(TASK INPUT begins)
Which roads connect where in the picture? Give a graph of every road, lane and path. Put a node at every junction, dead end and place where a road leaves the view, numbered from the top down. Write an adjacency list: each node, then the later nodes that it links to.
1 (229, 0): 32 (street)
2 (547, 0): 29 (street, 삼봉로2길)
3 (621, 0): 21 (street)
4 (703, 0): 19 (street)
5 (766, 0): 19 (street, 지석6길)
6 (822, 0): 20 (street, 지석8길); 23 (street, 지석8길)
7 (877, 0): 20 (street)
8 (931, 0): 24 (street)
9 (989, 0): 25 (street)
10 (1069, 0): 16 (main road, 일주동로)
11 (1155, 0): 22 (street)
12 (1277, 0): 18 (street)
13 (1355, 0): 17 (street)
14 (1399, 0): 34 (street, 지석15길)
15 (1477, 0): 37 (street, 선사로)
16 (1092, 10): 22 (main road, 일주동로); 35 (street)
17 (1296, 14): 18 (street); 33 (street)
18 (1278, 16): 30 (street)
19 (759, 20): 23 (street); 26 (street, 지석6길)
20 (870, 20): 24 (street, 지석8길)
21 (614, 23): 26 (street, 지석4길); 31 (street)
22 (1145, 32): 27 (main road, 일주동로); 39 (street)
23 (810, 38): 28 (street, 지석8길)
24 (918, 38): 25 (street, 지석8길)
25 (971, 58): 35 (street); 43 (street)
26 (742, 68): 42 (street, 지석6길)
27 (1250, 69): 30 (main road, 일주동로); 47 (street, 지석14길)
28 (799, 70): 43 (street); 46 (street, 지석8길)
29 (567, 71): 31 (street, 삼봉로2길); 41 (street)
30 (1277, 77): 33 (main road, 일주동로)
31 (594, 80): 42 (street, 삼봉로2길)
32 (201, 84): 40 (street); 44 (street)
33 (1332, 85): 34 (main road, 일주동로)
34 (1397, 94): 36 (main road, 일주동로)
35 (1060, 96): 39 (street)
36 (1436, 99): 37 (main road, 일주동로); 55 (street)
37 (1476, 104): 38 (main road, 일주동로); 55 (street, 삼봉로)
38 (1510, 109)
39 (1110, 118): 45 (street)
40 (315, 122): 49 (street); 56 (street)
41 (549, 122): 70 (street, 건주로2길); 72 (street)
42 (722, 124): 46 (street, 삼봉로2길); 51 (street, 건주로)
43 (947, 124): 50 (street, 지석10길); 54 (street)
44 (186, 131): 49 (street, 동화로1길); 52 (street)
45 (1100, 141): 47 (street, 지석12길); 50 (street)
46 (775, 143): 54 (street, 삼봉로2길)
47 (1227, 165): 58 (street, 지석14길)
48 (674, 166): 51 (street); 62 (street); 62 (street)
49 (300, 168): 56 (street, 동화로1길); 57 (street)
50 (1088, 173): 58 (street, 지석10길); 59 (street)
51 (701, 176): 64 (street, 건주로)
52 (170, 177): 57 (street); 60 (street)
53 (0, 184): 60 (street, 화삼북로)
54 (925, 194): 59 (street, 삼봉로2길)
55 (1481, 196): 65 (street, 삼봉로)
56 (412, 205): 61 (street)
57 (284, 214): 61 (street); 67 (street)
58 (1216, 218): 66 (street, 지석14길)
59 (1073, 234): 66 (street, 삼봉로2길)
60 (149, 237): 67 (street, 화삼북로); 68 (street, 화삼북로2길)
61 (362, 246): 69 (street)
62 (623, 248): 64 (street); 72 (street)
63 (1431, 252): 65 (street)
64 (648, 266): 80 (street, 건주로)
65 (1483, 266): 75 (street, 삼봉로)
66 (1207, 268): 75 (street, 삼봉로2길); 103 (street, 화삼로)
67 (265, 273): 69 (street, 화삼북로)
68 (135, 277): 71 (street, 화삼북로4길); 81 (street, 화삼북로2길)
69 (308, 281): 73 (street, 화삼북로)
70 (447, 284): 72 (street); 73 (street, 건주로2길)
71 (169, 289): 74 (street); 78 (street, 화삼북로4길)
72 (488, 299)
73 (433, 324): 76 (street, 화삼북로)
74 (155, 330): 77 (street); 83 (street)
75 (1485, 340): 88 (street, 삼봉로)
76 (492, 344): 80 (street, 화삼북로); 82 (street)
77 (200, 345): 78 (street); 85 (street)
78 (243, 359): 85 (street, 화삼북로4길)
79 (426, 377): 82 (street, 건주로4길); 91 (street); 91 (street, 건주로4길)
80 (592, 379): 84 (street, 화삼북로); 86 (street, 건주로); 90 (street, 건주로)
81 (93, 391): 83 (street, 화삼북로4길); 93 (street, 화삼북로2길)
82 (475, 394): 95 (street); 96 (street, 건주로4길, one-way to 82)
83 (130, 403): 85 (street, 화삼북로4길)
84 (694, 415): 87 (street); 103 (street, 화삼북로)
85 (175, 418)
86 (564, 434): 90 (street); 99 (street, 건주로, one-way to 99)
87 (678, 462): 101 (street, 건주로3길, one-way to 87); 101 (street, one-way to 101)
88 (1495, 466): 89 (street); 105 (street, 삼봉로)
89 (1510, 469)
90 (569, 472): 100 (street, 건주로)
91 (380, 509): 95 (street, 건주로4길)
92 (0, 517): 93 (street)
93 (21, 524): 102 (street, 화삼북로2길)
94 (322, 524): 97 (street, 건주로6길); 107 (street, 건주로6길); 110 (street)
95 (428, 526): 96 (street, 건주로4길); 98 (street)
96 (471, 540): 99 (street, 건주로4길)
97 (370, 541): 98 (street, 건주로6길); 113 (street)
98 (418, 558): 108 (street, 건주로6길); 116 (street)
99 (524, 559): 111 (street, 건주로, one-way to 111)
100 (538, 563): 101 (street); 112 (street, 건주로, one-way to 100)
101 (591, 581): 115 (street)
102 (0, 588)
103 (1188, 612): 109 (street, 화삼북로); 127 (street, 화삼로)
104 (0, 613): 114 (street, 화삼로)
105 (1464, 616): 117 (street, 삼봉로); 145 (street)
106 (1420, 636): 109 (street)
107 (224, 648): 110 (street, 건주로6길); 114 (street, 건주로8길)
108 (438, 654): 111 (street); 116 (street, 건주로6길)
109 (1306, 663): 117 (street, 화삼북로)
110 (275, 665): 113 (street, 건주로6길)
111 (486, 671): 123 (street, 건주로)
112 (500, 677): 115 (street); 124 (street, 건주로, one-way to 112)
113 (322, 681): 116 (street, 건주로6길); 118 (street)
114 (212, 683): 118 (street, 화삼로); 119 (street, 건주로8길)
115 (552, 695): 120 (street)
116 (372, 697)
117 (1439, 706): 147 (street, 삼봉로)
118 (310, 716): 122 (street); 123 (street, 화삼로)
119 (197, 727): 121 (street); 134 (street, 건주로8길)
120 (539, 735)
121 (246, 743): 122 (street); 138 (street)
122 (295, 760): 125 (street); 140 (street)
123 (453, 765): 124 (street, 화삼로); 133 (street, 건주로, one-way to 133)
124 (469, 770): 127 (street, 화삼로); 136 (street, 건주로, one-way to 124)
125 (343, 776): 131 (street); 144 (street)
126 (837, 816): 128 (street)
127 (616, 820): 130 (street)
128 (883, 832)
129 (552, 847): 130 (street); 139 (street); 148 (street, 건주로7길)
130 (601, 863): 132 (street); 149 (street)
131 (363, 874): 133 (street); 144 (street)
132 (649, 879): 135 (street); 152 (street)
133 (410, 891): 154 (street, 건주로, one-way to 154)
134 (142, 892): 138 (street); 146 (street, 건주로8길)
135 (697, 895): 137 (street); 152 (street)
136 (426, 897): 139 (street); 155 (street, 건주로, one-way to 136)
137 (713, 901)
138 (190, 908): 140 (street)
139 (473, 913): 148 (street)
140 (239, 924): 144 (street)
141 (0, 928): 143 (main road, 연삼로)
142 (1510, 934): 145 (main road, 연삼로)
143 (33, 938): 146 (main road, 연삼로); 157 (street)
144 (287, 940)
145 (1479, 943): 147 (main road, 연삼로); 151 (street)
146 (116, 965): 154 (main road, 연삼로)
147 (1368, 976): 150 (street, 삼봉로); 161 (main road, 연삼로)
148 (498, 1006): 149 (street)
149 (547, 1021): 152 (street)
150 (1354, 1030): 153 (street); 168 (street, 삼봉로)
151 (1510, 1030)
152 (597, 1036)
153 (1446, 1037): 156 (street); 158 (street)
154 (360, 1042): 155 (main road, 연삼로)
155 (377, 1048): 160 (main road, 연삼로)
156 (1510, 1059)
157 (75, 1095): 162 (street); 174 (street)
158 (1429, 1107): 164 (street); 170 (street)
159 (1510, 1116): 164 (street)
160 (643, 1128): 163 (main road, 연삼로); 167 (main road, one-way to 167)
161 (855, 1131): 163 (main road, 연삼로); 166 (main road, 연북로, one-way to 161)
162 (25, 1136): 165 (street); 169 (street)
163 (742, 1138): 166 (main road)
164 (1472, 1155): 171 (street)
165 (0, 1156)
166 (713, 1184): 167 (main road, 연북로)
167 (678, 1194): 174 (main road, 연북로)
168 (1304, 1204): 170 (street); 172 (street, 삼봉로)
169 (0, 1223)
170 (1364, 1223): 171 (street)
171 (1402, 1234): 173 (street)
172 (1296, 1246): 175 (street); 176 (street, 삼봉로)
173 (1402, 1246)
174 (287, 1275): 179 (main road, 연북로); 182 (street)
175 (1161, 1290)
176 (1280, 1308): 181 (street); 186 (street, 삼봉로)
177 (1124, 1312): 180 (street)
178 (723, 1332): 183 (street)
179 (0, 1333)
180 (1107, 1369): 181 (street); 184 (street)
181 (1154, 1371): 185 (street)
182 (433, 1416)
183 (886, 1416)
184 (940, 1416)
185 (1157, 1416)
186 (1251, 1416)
(TASK INPUT ends)
§ **WORK TO BE COMPLETED**:
The answer must consist of every line from the records above that holds "일주동로".

§ **WRITTEN ANSWER**:
10 (1069, 0): 16 (main road, 일주동로)
16 (1092, 10): 22 (main road, 일주동로); 35 (street)
22 (1145, 32): 27 (main road, 일주동로); 39 (street)
27 (1250, 69): 30 (main road, 일주동로); 47 (street, 지석14길)
30 (1277, 77): 33 (main road, 일주동로)
33 (1332, 85): 34 (main road, 일주동로)
34 (1397, 94): 36 (main road, 일주동로)
36 (1436, 99): 37 (main road, 일주동로); 55 (street)
37 (1476, 104): 38 (main road, 일주동로); 55 (street, 삼봉로)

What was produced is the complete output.